What's that last point :
Con:
You'll upgrade release levels on your development lpar. If
you forget to compile to TGTRLS(*PRV) it won't work. Easily
recovered by recompiling.

You mean like V5R4 on dvp lpar and V5R3 on prod?


-----Message d'origine-----
De : midrange-l-bounces@xxxxxxxxxxxx
[mailto:midrange-l-bounces@xxxxxxxxxxxx] De la part de rob@xxxxxxxxx
Envoyé : mercredi 30 juin 2010 14:50
À : Midrange Systems Technical Discussion
Objet : Re: What goes where?

Where then do you keep your production source?
Let's pretend your Production lpar has a library for
programs, printer files and that ilk called PRDLIBO. And for
data files, data queues and other volatile data called
PRDLIBF. Production lpar will have no PRDLIBS (for source).
Now your development lpar will have a mirror of this. In
addition it will also have PRDLIBS for source. It will also
have a library call PRDLIBT for testing. And the developers
have their individual libraries. With Change Management
software when you check out a source member(s) from PRDLIBS
it will copy them into the developers individual libraries.
They can develop, compile and test there. Then then can
promote it up to PRDLIBT. Run it through some more testing.
Then promote it up to production. Which will move source to
PRDLIBS, and the proper stuff to PRDLIBO and PRDLIBF. As
part of the promotion to production the proper stuff will get
promoted to PRDLIBO and PRDLIBF on the production lpar. No
source gets moved to the production lpar.
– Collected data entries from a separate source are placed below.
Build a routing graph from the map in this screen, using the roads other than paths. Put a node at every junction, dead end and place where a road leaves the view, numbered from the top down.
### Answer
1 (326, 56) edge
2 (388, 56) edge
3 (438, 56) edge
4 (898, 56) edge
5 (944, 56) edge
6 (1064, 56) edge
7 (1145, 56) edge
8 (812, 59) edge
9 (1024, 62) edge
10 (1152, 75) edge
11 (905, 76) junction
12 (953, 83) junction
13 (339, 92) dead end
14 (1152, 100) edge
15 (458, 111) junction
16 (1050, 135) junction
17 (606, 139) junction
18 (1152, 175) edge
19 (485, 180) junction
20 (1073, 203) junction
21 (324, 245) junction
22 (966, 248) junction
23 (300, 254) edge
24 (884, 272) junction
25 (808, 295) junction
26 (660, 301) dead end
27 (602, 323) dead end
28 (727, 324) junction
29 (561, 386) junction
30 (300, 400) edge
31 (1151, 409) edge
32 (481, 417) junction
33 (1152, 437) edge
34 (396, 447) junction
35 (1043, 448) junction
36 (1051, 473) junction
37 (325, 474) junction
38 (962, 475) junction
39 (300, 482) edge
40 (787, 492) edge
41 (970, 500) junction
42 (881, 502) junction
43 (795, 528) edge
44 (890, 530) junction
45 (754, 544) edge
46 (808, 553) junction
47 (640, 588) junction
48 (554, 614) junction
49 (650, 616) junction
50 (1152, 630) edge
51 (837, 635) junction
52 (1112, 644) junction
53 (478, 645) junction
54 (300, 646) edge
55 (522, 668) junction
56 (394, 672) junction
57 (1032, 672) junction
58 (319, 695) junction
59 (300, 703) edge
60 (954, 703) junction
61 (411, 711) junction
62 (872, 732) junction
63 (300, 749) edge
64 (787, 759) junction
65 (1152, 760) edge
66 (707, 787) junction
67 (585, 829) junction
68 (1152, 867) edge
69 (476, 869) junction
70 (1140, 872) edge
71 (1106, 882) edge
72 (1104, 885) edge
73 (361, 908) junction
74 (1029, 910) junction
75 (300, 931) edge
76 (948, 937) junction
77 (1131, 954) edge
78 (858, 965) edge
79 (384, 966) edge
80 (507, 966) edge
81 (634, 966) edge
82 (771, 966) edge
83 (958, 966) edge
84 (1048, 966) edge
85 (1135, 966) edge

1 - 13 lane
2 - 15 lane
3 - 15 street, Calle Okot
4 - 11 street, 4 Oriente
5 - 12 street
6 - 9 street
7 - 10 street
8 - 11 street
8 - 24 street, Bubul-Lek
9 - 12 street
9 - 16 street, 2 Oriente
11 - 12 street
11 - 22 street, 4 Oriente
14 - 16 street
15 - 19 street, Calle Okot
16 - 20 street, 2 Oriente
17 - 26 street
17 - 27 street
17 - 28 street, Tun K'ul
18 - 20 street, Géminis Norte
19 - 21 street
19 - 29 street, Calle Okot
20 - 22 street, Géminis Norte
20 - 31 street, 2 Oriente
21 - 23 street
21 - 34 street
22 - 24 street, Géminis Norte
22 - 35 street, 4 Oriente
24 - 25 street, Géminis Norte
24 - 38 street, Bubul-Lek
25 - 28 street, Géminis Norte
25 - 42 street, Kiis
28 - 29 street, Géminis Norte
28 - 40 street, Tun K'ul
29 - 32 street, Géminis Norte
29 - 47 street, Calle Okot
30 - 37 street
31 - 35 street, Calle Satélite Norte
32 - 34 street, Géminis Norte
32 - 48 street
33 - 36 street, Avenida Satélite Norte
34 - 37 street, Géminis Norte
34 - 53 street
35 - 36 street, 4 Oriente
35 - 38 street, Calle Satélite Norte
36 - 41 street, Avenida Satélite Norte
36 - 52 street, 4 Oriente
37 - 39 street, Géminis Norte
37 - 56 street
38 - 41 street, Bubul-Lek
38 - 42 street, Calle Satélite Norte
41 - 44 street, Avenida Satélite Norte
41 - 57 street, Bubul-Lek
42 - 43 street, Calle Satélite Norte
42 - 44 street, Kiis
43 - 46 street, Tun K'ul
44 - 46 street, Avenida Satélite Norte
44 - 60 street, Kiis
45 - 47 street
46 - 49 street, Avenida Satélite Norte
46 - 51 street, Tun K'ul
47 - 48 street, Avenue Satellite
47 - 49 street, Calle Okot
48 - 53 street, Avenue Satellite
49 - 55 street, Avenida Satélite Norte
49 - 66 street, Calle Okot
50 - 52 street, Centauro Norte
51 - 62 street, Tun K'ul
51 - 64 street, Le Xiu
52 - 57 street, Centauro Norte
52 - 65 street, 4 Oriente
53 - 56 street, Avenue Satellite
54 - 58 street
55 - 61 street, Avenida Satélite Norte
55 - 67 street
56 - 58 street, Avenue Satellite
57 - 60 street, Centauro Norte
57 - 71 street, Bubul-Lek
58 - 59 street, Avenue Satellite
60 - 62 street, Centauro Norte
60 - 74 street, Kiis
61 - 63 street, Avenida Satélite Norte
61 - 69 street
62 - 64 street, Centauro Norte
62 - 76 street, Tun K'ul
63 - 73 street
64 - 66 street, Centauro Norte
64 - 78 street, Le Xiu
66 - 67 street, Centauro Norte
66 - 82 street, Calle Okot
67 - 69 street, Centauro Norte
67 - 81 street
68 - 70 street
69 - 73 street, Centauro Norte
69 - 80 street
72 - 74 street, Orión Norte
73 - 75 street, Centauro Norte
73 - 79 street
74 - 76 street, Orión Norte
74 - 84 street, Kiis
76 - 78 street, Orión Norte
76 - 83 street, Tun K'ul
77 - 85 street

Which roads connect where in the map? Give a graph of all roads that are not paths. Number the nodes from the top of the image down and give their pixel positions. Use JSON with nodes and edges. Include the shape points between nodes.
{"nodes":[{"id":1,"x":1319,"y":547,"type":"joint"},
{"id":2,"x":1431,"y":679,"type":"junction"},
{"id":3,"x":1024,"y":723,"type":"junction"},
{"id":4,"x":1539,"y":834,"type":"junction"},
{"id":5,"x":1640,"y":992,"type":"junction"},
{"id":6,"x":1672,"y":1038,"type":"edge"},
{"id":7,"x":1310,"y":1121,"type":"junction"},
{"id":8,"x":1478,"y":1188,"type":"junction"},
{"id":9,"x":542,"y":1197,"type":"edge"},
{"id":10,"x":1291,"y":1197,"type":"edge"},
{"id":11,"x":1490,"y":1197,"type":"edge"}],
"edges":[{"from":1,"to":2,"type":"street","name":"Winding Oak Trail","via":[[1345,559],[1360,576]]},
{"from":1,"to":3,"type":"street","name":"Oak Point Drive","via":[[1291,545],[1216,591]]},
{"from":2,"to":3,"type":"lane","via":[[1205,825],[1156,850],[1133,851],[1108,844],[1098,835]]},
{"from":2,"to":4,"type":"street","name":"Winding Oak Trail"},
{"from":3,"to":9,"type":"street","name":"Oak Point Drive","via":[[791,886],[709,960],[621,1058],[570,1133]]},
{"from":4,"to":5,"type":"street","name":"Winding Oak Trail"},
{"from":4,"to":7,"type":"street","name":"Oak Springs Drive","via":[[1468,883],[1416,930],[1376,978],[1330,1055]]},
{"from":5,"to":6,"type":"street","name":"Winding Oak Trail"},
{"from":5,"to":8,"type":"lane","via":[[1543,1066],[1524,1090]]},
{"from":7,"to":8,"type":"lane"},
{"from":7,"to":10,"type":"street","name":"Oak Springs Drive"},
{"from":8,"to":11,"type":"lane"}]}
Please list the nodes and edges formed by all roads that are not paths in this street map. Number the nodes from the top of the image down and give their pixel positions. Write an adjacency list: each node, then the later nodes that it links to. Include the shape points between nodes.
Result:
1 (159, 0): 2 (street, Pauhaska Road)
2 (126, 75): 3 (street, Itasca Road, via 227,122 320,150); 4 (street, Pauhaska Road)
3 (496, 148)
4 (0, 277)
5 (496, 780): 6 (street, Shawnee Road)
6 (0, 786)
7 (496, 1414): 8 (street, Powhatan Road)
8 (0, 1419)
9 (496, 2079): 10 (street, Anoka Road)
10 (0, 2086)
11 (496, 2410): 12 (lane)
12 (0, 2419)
What do you actually push on to the prod lpar? Just objects?
What about
modules?
Just objects. No modules. No point to it.

What's the point of DSPOBJD to get the source member used to
create the
object? Can it be easily found?
DSPOBJD died with OPM. With ILE use DSPPGM or DSPSRVPGM. If
you want to retrieve this stuff programmatically then there
are APIs for this.

Aren't there any issues with debugging? Aren't the source
files needed?
The source files are not needed. See CRTBNDRPG DBGVIEW(*LIST)

Any more fors and againsts for separating source and objects
in this way?

Discourages changes on the production machine.
Increases security since less people have access to the
development lpar.
Increases security because developers will not have the
access on the production lpar they claim to need on the
development lpar.
RCLSTG always seems to run several hours longer on the
development lpar versus the production lpar. Regardless of
processor, etc. Therefore you're reducing the downtime of
the production lpar.
No source to get out of sync if on both machines.
No source on production lpar therefore less save time,
reducing backup outage.
No duplicate storage of source therefore less disk space consumed.
A separate test lpar will help reduce errors to production
data because some idiot hardcoded a library in a program, or
duped a logical wrong and it points to production data. An
errant DDM file can still be a kick in the crotch.
No cycles taken up by compiles on the production machine.
Years ago, back when we ran AS/400's, I got a talking to
because a compile slowed down the machine.
You can test ptf's, new releases with the development lpar first.

Con:
You'll upgrade release levels on your development lpar. If
you forget to compile to TGTRLS(*PRV) it won't work. Easily
recovered by recompiling.
(And is often a setting in Change Management Software.)

Rob Berendt
--
Group Dekko Services, LLC
Dept 01.073
Dock 108
6928N 400E
Kendallville, IN 46755
http://www.dekko.com





From: David FOXWELL <David.FOXWELL@xxxxxxxxx>
To: Midrange Systems Technical Discussion
<midrange-l@xxxxxxxxxxxx>
Date: 06/30/2010 05:05 AM
Subject: What goes where?
Sent by: midrange-l-bounces@xxxxxxxxxxxx




-----Message d'origine-----
[mailto:midrange-l-bounces@xxxxxxxxxxxx] De la part de rob@xxxxxxxxx
Objet : Re: CPYSRCF SRCCHGDATE

Do what we do. Don't keep source on your production lpar.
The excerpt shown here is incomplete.